Éste no fue precisamente el caso de Giuliano, pues nuestra mutua devoción no sobrevivió los agravios del tiempo, por los motivos que son objeto de este relato.
Aldo Giuliano era hijo de un noble herrero italiano, oriundo de la región de los Abruzos, cuyo taller se hallaba instalado en Villa Crespo. A su vez, Aldo era un enamorado de las artes., soñaba con llegar a ser un escultor y estaba dotado de las condiciones esenciales para que sus aspiraciones se cumplieran.
Alto y delgado, su frágil apariencia era engañosa pues jamás he observado, dentro de un ser humano, tanta fuerza vital ni tal capacidad de trabajo. Parecía una pila de nervios y vivía con la intensidad de un poseído. Entre sus muchas condiciones gozaba de una fe envidiable en su destino y, en el ambiente de la escuela, fue considerado desde el primer momento uno de los alumnos más brillantes.
Como en todo sentido yo era lo opuesto de Giuliano, tanto por mi inseguridad como por la ausencia de condiciones evidentes, me acerqué a él en busca del fervor de su optimismo.

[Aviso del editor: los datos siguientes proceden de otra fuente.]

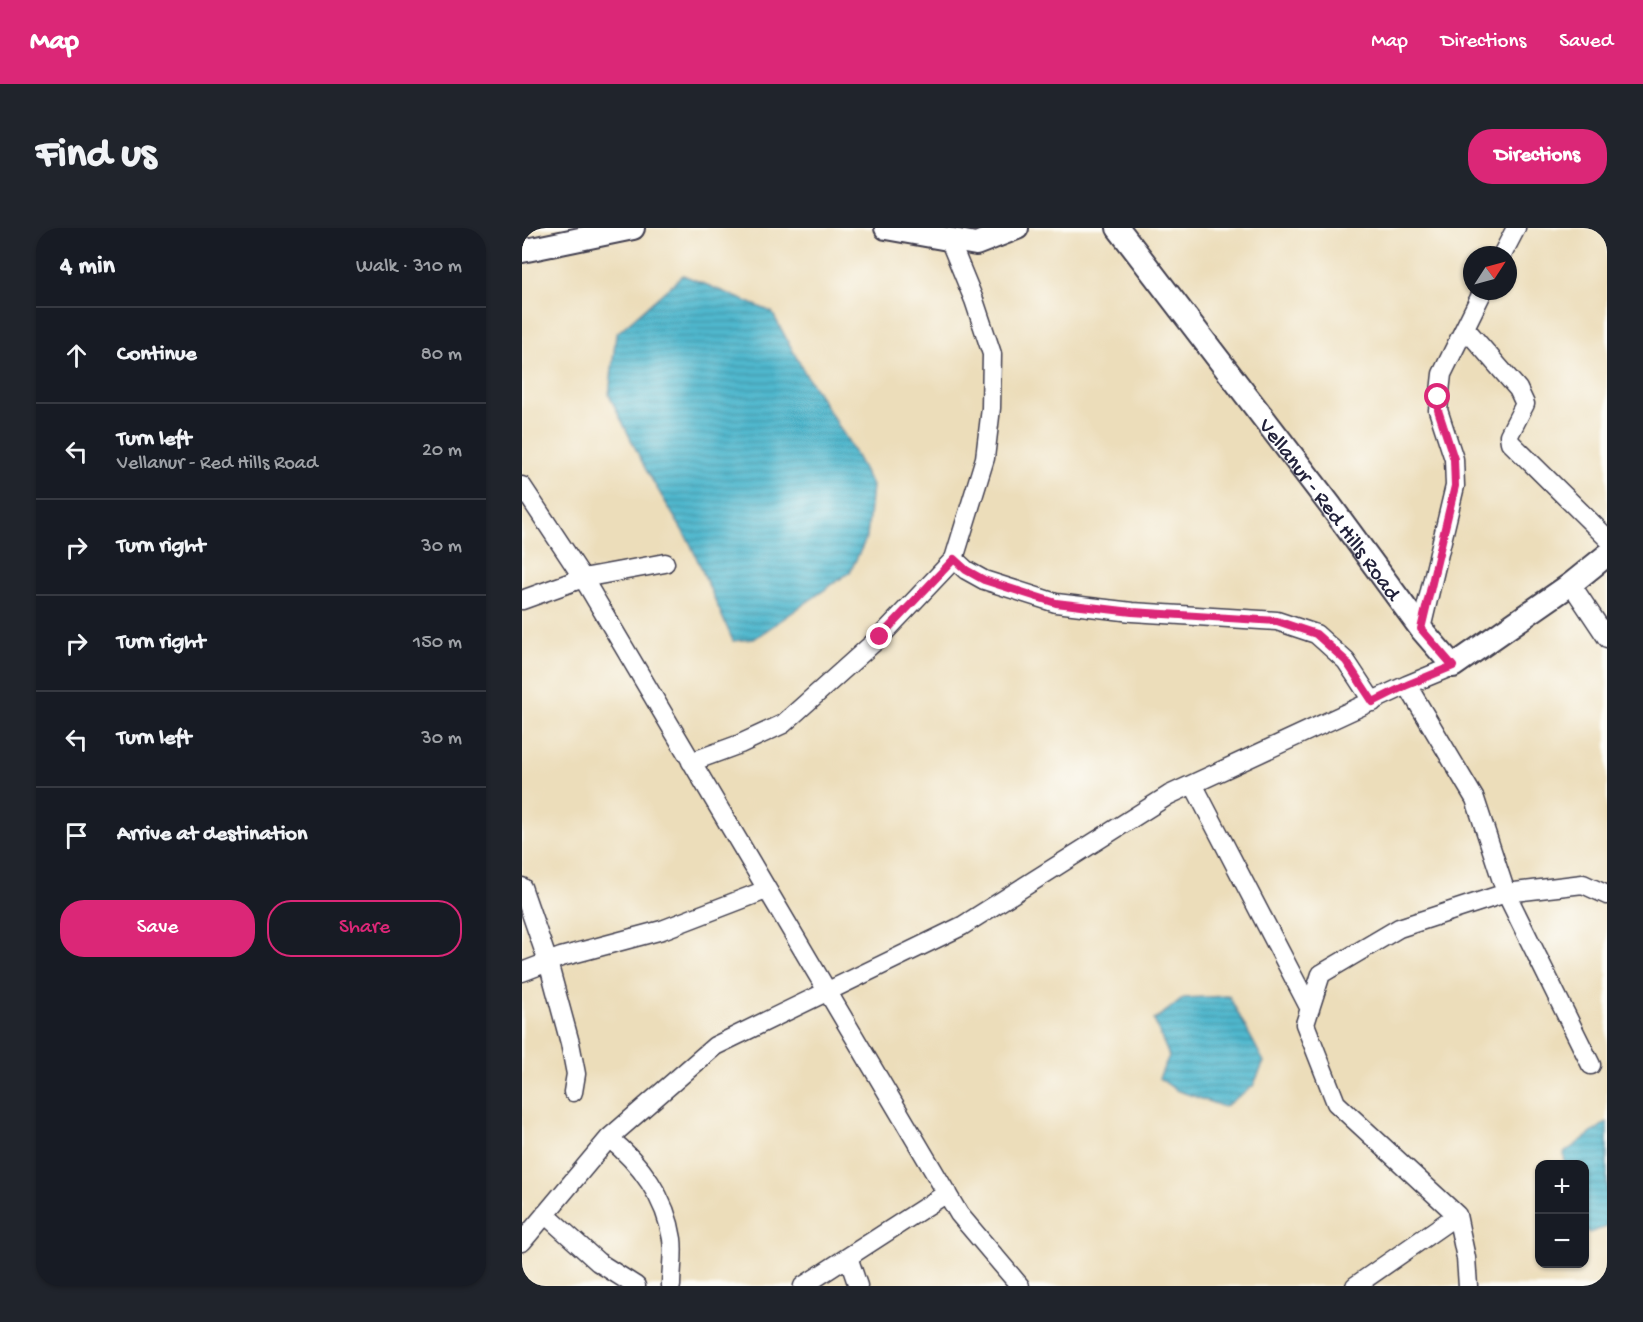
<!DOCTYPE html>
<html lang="en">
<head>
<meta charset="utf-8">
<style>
	:root { --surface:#171b24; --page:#20242c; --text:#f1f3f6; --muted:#9ea1a6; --line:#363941; --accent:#db2777 }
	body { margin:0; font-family:"Gochi Hand",sans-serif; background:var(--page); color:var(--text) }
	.controls { position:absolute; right:18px; bottom:18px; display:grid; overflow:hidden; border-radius:12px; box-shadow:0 2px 4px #0004 }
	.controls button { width:54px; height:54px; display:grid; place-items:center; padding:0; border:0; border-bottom:2px solid var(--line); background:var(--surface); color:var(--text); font:30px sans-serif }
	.compass { position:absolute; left:941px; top:18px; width:54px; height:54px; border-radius:50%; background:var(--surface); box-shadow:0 2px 4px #0004; rotate:54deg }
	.stop { position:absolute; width:18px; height:18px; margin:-14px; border:4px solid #db2777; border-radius:50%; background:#fff }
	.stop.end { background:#db2777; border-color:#fff; box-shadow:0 2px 6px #0008 }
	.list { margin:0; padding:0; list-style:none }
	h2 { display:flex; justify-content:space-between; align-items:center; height:78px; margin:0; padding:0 24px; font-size:26px }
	h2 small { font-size:20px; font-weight:400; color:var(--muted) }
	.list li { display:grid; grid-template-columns:39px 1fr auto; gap:18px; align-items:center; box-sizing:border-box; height:96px; padding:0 24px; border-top:2px solid var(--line) }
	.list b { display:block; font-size:22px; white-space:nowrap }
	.list p { margin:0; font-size:20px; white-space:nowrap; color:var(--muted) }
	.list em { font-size:20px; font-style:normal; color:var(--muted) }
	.actions { display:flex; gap:12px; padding:18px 24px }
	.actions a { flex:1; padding:14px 0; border:2px solid var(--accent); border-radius:24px; text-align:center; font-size:21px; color:var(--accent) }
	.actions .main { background:var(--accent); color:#fff }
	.icon { flex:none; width:33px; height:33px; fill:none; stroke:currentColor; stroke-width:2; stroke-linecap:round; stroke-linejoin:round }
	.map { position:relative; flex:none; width:1085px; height:1058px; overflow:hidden; border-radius:24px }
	header { display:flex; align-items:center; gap:36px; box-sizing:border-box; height:84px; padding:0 30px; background:var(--accent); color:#fff }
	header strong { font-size:28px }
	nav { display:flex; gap:33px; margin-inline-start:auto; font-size:21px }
	.intro { display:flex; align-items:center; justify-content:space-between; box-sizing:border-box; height:144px; padding:0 36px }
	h1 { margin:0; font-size:42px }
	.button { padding:15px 27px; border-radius:24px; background:var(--accent); color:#fff; font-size:21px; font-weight:700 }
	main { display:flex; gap:36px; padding:0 36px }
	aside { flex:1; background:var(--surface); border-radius:24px; box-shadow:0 2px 4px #0004 }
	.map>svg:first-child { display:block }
	.water { fill:url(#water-rules); stroke:#386c84; stroke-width:1.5 }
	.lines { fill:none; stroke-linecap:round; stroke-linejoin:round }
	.minor-casing { stroke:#403e4e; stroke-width:21 }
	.tertiary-casing { stroke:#403e4e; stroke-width:26 }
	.minor { stroke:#fff; stroke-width:18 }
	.tertiary { stroke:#fff; stroke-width:22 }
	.route { stroke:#db2777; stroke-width:8 }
	.labels { text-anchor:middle; stroke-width:5; stroke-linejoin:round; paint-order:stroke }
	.street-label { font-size:22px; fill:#22223b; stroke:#fdfcf7 }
</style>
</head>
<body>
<header>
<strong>Map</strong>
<nav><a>Map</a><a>Directions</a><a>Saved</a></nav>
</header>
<div class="intro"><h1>Find us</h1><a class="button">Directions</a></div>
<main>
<aside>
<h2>4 min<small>Walk · 310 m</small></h2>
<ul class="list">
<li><svg class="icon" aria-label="ahead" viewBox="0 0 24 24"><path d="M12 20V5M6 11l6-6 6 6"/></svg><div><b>Continue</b></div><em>80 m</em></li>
<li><svg class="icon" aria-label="left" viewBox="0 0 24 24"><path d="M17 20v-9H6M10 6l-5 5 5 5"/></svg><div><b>Turn left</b><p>Vellanur - Red Hills Road</p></div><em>20 m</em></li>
<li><svg class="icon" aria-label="right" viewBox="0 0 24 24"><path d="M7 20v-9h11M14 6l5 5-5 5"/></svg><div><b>Turn right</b></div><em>30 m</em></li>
<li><svg class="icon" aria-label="right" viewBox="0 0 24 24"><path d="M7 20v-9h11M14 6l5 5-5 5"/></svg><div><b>Turn right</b></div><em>150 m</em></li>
<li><svg class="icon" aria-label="left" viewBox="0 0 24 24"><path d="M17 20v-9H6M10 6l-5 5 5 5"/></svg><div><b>Turn left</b></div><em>30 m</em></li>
<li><svg class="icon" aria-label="arrive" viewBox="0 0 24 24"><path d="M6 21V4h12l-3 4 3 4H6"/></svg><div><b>Arrive at destination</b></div></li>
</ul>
<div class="actions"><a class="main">Save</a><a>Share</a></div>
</aside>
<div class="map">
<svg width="1085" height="1058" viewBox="0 0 1085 1058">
	<defs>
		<pattern id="water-rules" width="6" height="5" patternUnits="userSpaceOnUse" patternTransform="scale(1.5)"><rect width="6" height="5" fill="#4fb7cd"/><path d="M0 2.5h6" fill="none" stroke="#4194a8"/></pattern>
	</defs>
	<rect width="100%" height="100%" fill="#fdfcf7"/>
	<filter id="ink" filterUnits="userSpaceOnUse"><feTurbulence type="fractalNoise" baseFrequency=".0167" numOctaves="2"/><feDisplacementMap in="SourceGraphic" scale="12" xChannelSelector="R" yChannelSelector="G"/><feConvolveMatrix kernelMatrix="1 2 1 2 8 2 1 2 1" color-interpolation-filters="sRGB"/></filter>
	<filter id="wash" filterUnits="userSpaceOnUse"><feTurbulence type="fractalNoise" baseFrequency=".008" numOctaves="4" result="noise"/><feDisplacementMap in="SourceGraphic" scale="24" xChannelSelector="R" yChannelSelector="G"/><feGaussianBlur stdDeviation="1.35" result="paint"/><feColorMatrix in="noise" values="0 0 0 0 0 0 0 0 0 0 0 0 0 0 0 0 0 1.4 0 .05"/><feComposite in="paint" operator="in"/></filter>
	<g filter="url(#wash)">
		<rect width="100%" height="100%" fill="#ecddba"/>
		<path class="water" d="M161,47L250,84L283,145L326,213L350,258L345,309L328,344L232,411L211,413L168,315L124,242L87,167L94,106Z
			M707,768L742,834L731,858L702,879L654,862L637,850L647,828L632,792L662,770Z
			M1085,894V999L1067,1005L1063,1001L1062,936H1043L1042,925Z"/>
	</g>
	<g filter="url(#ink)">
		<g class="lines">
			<g class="minor-casing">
				<path id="minor" d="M980,27L994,0
					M943,100L996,161L1003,176L987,207L988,214L1085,310
					M0,258L61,350L437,986L498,1058
					M432,331L444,342L462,352L534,375L610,384L755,393L794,406L824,433L851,474
					M1049,356L1085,410
					M0,372L61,350L143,335
					M899,401L933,258L932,231L916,182L920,146L961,63
					M885,457L953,571L984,665L1069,837
					M169,534L218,516L261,496L358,409L432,331L463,230L469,180L470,126L452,72L427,11
					M671,556L788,781
					M0,659L26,734L48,815L54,846L51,864
					M0,744L39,729L140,702L244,662
					M87,910C118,935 144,970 150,1011C152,1026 149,1043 149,1058
					M23,986L76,1034L114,1058
					M0,1014L87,910L193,818L440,698L647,567L885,457L931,438
					M326,1029L336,1058
					M281,1058L425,965
					M833,1058L935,987
					M946,1058L944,1030L935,987L814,875L783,796L799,746L877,700L984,665L1061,656L1085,667"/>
			</g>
			<g class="tertiary-casing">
				<g id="tertiary">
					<path d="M364,0L454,16L495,0"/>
					<path id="s1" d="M596,0L808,277L899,401L931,438L1049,356L1085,327"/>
					<path d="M0,23L111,0"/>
				</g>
			</g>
			<use href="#minor" class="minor"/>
			<use href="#tertiary" class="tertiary"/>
		</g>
	</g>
	<g class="lines" filter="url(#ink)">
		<path class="route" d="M358,409L432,331L444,342L462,352L534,375L610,384L755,393L794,406L824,433L851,474L885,457L931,438L899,401L933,258L932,231L916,182V169"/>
	</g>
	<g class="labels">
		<g class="street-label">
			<text dy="8" stroke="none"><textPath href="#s1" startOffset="352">Vellanur - Red Hills Road</textPath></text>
		</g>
	</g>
</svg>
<div class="controls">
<button>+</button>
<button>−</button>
</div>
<svg class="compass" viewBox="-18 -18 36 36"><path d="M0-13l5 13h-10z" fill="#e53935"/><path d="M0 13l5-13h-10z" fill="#9ea1a6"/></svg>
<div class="stop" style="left:916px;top:169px"></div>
<div class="stop end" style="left:358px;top:409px"></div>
</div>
</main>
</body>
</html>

Desde los años de su infancia, Giuliano había trabajado duramente en la herrería de su padre y, por tal causa, sus estudios se habían resentido; aunque esa deficiencia fue generosamente compensada por una vocación a toda prueba y una intuición nada común en nuestro medio.Durante aquellos años inocentes, Giuliano encarnaba para mí al artista y me halagaba contarlo como amigo.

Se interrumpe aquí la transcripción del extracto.